Dem Beschwerdeführer wurde sodann ein rotes Armband angelegt (Kennzeichnung für Zurückweisung) und wurde ihm nach Unterschriftsleistung das „Einreise-
verweigerungsformular“ ausgehändigt. Im „Einreiseverweigerungsformular“ wird unter der Rubrik „Bemerkungen“ ausgeführt, „kein humanitärer Grund“. Zudem wurde vermerkt, dass der Beschwerdeführer ohne gültiges Reisedokument und ohne gültiges Visum und ohne ausreichende Mittel zur Bestreitung des Lebensunterhaltes im Verhältnis zur Dauer und zu den Umständen des Aufenthaltes einreisen wolle. Der Name der Dolmetscherin wurde im Einreiseverweigerungsformular nicht vermerkt. Die Dolmetscherin teilte dem Beschwerdeführer mit, dass er nicht ins Bundesgebiet einreisen könne. Wo sich der Beschwerdeführer beschweren hätte können, wurde von der Dolmetscherin nicht mitgeteilt. Danach wurde der Beschwerdeführer einer erkennungsdienstlichen Behandlung (Fingerabdrücke, Foto) zugeführt und in weiterer Folge den slowenischen Beamten übergeben, wo er um Asyl ansuchte und auch bekam.

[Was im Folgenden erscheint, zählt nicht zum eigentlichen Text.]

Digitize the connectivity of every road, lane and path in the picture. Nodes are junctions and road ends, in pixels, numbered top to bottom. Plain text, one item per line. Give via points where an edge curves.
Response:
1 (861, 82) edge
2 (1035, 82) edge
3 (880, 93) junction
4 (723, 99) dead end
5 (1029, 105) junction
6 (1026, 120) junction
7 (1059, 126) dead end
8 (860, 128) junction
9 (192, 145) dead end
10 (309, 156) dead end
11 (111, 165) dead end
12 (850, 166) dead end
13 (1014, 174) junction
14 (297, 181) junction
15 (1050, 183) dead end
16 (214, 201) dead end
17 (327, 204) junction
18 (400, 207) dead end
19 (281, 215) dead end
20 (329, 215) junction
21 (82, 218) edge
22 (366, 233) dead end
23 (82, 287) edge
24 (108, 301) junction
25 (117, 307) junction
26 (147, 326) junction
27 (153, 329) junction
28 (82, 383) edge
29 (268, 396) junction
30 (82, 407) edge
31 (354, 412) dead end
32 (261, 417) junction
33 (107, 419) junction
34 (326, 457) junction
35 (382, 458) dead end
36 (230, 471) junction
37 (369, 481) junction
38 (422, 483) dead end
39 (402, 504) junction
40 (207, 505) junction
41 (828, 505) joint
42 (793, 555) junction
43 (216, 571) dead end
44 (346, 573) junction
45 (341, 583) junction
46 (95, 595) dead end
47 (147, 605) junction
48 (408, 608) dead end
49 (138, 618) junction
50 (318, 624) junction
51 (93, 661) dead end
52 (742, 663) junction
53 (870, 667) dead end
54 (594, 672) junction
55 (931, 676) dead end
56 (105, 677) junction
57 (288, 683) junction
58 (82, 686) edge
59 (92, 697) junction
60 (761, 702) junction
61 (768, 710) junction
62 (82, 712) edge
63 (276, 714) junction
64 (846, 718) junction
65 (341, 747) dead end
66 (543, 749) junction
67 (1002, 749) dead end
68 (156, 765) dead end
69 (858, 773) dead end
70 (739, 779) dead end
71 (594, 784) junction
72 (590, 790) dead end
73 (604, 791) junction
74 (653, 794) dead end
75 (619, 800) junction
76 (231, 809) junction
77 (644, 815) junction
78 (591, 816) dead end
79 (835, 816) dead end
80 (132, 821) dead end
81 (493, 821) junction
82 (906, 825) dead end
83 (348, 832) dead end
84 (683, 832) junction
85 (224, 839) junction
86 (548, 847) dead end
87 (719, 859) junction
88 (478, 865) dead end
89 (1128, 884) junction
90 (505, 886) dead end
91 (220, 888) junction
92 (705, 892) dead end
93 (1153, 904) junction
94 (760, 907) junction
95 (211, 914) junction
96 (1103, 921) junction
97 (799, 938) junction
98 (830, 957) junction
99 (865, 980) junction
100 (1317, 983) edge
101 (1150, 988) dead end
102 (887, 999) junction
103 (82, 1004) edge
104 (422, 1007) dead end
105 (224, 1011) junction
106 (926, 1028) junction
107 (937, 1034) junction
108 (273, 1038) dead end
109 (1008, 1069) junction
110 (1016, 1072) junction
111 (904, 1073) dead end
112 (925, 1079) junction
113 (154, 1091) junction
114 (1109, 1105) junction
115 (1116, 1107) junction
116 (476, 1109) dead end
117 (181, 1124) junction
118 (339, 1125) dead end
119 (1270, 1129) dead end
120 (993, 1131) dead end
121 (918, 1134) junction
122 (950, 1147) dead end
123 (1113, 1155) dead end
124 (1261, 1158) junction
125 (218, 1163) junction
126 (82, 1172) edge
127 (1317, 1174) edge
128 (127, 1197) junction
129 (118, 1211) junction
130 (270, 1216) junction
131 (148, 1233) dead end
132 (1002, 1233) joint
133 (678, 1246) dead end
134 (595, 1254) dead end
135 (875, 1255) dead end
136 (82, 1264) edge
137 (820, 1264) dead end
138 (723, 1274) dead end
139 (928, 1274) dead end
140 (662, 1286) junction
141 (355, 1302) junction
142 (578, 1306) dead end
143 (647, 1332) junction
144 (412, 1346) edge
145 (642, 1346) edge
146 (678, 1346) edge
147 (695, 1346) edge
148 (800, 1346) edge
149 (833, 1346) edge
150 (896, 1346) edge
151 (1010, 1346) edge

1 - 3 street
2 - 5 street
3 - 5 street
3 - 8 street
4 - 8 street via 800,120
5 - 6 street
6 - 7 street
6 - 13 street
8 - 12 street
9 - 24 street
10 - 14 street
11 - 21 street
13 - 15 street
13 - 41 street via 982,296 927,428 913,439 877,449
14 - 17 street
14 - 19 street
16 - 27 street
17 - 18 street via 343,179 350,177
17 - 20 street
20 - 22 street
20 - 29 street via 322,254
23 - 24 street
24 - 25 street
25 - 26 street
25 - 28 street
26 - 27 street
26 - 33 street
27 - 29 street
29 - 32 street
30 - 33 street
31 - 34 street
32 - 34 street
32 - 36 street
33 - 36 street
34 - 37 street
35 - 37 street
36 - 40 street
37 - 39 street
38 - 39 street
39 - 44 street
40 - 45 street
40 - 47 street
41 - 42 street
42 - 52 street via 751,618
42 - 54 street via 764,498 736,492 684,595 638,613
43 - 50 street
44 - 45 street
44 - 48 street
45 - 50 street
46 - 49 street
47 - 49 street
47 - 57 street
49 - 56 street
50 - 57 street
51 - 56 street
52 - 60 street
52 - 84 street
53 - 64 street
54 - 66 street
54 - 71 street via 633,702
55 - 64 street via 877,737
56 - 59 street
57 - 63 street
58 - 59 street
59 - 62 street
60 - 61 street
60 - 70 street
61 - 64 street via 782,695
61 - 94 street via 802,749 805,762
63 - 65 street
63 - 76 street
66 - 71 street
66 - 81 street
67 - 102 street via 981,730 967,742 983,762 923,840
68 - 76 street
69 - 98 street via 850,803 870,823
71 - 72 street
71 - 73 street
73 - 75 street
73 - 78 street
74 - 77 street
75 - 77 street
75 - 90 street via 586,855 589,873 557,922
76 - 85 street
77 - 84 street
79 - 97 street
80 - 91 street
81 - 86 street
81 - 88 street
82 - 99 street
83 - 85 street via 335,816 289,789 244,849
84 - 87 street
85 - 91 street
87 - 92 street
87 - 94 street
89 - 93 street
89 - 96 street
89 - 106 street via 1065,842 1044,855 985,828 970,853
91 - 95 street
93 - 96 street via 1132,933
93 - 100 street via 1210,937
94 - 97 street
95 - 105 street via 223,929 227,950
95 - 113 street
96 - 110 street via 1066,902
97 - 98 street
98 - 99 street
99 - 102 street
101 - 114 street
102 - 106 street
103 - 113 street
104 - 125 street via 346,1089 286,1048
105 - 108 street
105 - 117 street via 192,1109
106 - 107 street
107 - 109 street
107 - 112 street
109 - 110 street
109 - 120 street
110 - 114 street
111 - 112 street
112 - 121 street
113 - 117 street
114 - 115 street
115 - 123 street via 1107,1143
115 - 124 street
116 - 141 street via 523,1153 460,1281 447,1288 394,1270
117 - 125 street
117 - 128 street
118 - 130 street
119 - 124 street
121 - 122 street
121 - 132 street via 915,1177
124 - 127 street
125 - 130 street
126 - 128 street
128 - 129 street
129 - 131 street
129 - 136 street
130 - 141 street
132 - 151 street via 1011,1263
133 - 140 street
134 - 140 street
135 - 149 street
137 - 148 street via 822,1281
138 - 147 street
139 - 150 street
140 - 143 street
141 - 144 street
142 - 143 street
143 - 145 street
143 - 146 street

4. Die Feststellungen gründen sich im Wesentlichen aus den Aussagen des Beschwerdeführers, der aufgrund des ihm erteilten Konventionsreisepasses zur Verhandlung erscheinen konnte. Der Beschwerdeführer schilderte in detaillierter und glaubhafter Weise die Amtshandlung und hat das Gericht keine Bedenken der Darstellung des Beschwerdeführers zu folgen. Insp. P, der das „Einreiseverweigerungsformular“ ausfüllte, konnte sich an den konkreten Fall nicht mehr erinnern.

Der Name der Dolmetscherin wurde im Einreiseverweigerungsformular nicht vermerkt und war auch von Seiten des Grenzmanagements nicht vorgesehen. Das Gericht geht davon aus, dass aufgrund der zahlreichen Einreisewilligen sicherlich bei der Verweigerung der Einreise keine umfassende Dokumentation erwartet werden konnte. Dass jedoch der Name der Dolmetscherin bei der jeweiligen Zurückweisung vermerkt hätte werden können (Dokumentationspflicht im Sinne des Paragraph 10, Absatz eins, Richtlinienverordnung) wäre wohl ohne weiteren Aufwand möglich gewesen, um die für das „Einschreiten maßgeblichen Umstände später“ nachvollziehen zu können. Umso mehr in Anbetracht des Umstandes, dass Zurückweisungen ohnehin nur – wie die belangte Behörde einräumt – der Ausnahmefall war. Aufgrund der durchgeführten Verhandlung steht für das Gericht fest, dass der Dolmetscherarbeit gerade bei der Befragung von Einreisewilligen besondere Relevanz zukommt. Zum einen wurden als Sprachdolmetscher sehr gute, aber auch offensichtlich völlig ungeeignete Personen eingesetzt (siehe Einvernahme des Dolmetschers S K am 27. Juni 2016, GZ: LVwG 20.3-873/2016, LVwG 21.3-874/2016 und die dazu getroffenen Feststellungen), zum anderen gab es offensichtlich Befragungen, bei denen der Dolmetscher bei der Beurteilung, ob ein Asylgrund vorliegt oder nicht, eigenmächtig agierte (siehe Zeugenaussage Insp. B in der Verhandlung am 27. Juni 2016, GZ: LVwG 20.3-873/2016, LVwG 20.3-874/2016).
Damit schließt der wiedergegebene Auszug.